Greenland, Pine Gap, and the Moment Australia Must Choose
- Gregory Andrews
- 1 day ago
- 3 min read
It is a sign of how far things have slid that US allies and members of NATO now feel the need to issue statements that amount to: do not invade us. Yet that is exactly where Europe has landed over Greenland, with leaders publicly have felt the need to issue a statement reaffirming that Greenland belongs to its people and that only Greenland and Denmark can decide its future.
In any sane world, this would be unthinkable. In today’s world, Danish Prime Minister Mette Frederiksen is saying Trump “should be taken seriously” when he talks about taking Greenland, and warning that such a move could rupture NATO itself.
So here is the question that matters for Australia: if the United States crosses the line from threats to force, will Canberra finally say “that’s enough.” Or will we look away and keep enabling the machine through joint facilities like Pine Gap?
That question isn’t hypothetical. It is the hard edge of sovereignty. It is the moment when our US alliance loyalty collides with our true like-minded friends, but also international law, morality, and our national interests.
Pine Gap isn’t symbolic: it is operational
Australians are often encouraged to think of Pine Gap as a vague “intelligence relationship”. That framing is convenient, because it allows leaders to avoid the direct question: what is Pine Gap for, and what does it enable?
Pine Gap, officially the Joint Defence Facility Pine Gap, is actually a ground control and processing site for US signals intelligence satellites - a critical part of how the United States collects and processes intelligence and targets its weapons across vast parts of the globe. Australian governments have also defended the facility on the basis that intelligence collected there supports our national security and contributes to arms control verification.
But there is a sharper reality sitting alongside those assurances. Pine Gap provides detailed geolocation intelligence that’s used to locate targets, including for special forces and drone strikes. Whatever you think of those operations, that reporting makes one thing plain: Pine Gap isn’t just a listening post. It’s an integral part of the US architecture of war.
And that is why Greenland matters. Because if the Trump Regime crosses into outright aggression against an ally or partner, the debate is no longer about whether Pine Gap is helpful. It becomes about whether Australian territory is being used - directly or indirectly - to facilitate actions that we would never defend as lawful or legitimate.
The comforting fiction: “we’re not involved”
When these questions arise, the standard political move is to retreat into ambiguity: “we can’t comment on intelligence matters”. Another classic line is that Pine Gap is “joint”, so we have “visibility”, so everything is fine but we can’t tell you because it’s secret.

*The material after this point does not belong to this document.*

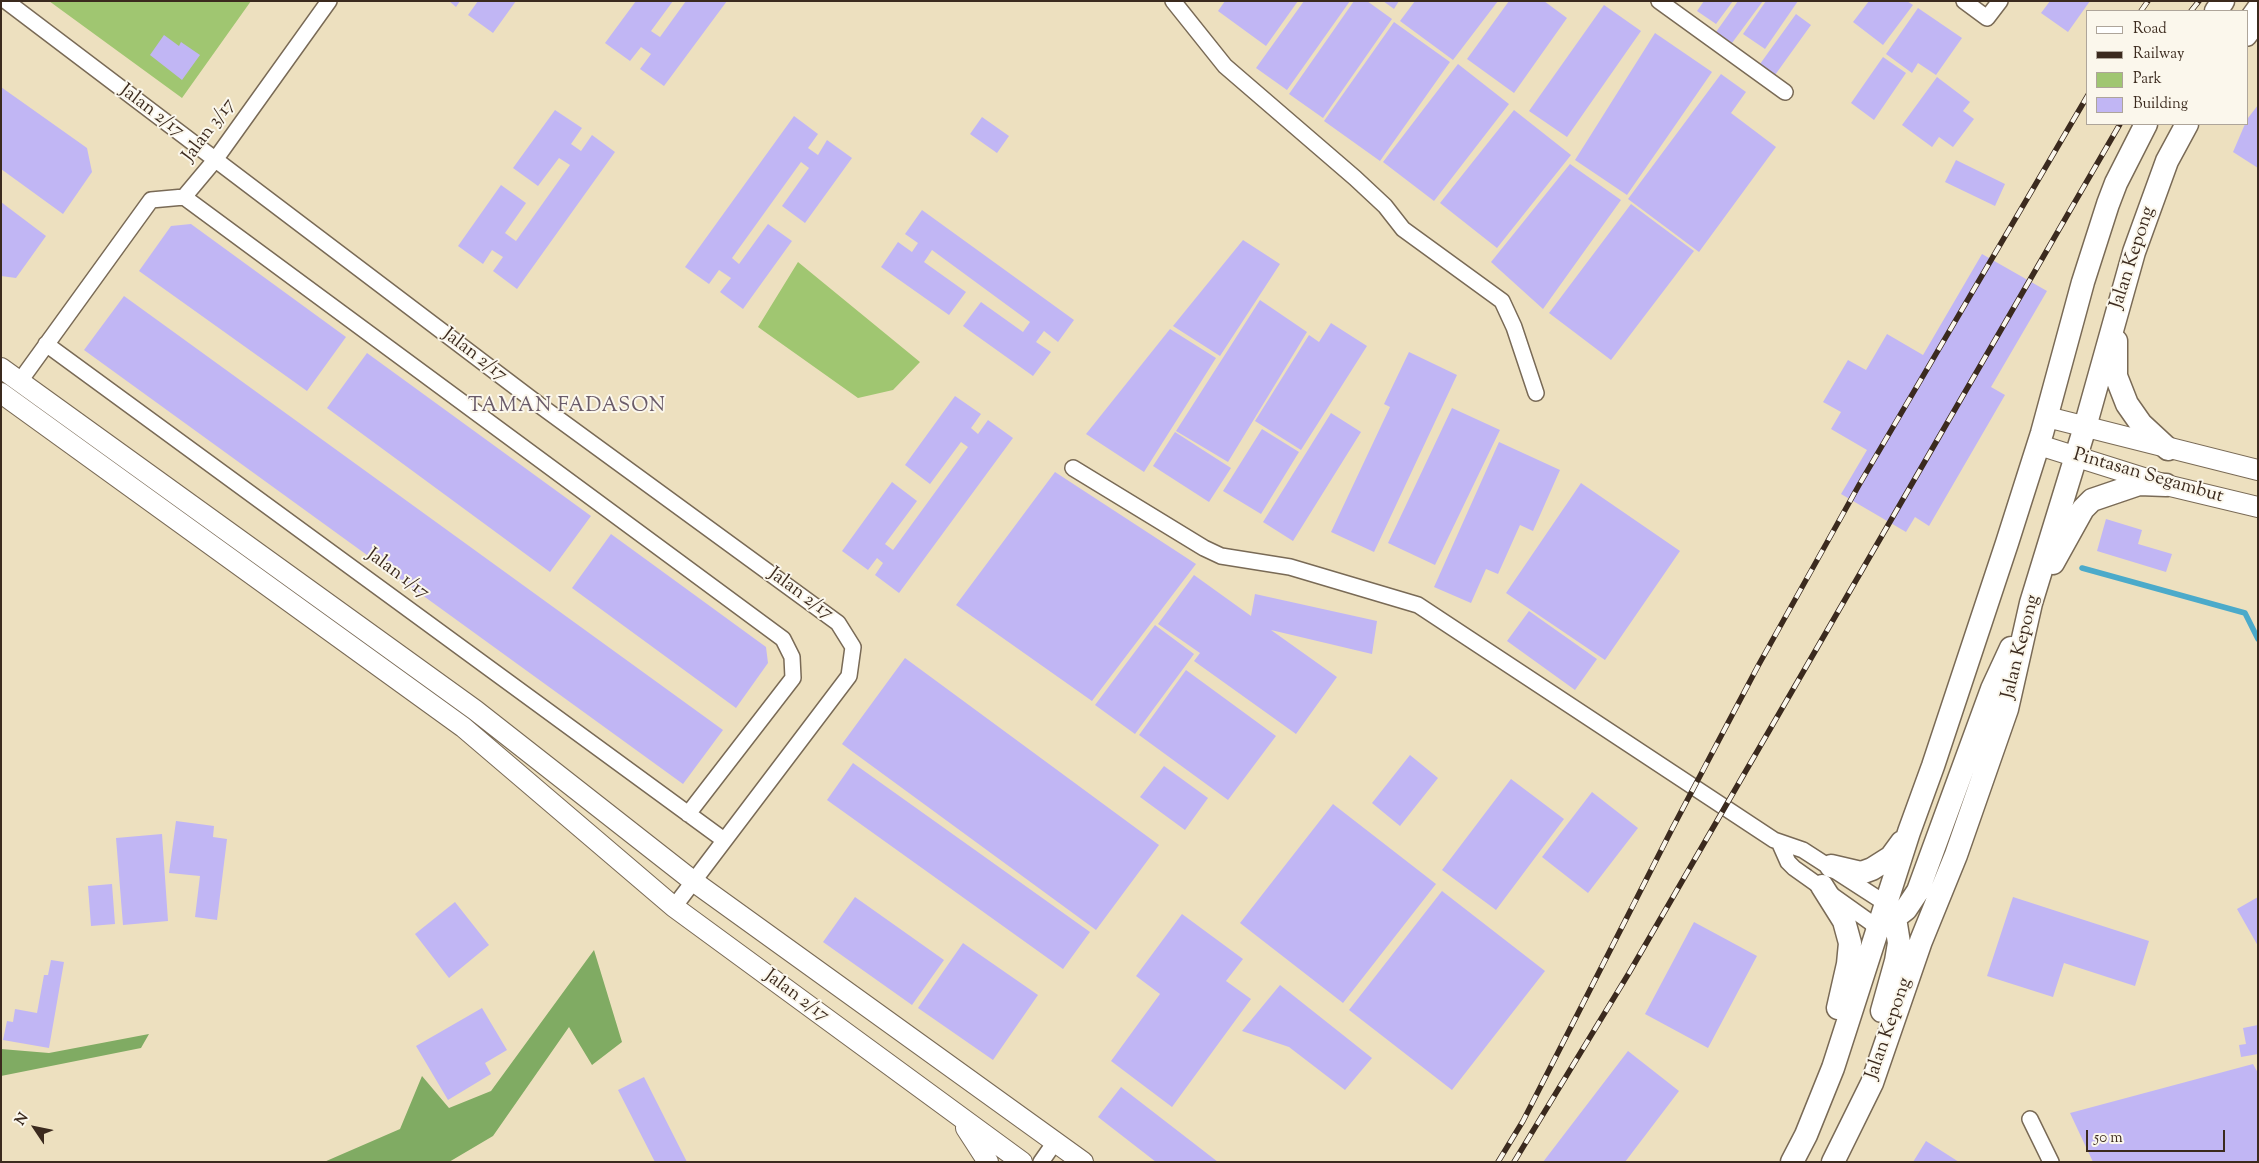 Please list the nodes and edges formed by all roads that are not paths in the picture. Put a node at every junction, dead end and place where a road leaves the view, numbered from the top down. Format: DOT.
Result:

But “joint” doesn’t automatically mean “veto”. And “visibility” doesn’t automatically mean “control”. If the Trump Regime invades Greenland, the easy path for Canberra would be a familiar one: issue a carefully worded statement about de-escalation and sovereignty, express “concern”, and then avoid any admission that Australian-based capabilities are supporting US operations.
But that would be a betrayal of Denmark and Europe. That’s how complicity works in modern alliances: not through dramatic declarations, but through silence, inertia, and a refusal to ask or answer the obvious questions.
When a moment like Greenland arrives, and the lie is exposed. If the most powerful country in the world starts treating allied territory as negotiable, what, exactly, is the alliance for? What do “shared values” really mean, if sovereignty is conditional and borders and treaties are optional?
Australia may be geographically distant from the Arctic, but we are not distant from the systems that make US global power effective. Pine Gap is one of those systems.
The question Australia has been avoiding
If you strip away the jargon, the dilemma is brutally simple:
If the Trump Regime does something Australia believes is illegal and indefensible - something as extreme as invading Greenland - will Australia keep enabling US capability because our US alliance must be preserved at all costs?
Or will we finally accept that the world has changed and the US has become a rogue state - and that there must be limits, conditions, and consequences?
The argument isn’t anti-American. It is pro-law. It is pro-democracy. It is pro-sovereignty. It is the belief that Australia shouldn’t outsource our moral agency to any great power.
That’s the real issue Greenland raises for us. Not whether Trump is bluffing. Not whether Denmark will hold firm. Not whether Europe can speak with one voice.
The issue is whether Australia has the courage to say, when it matters: No. Not from our soil. Not with our support. Not in our name.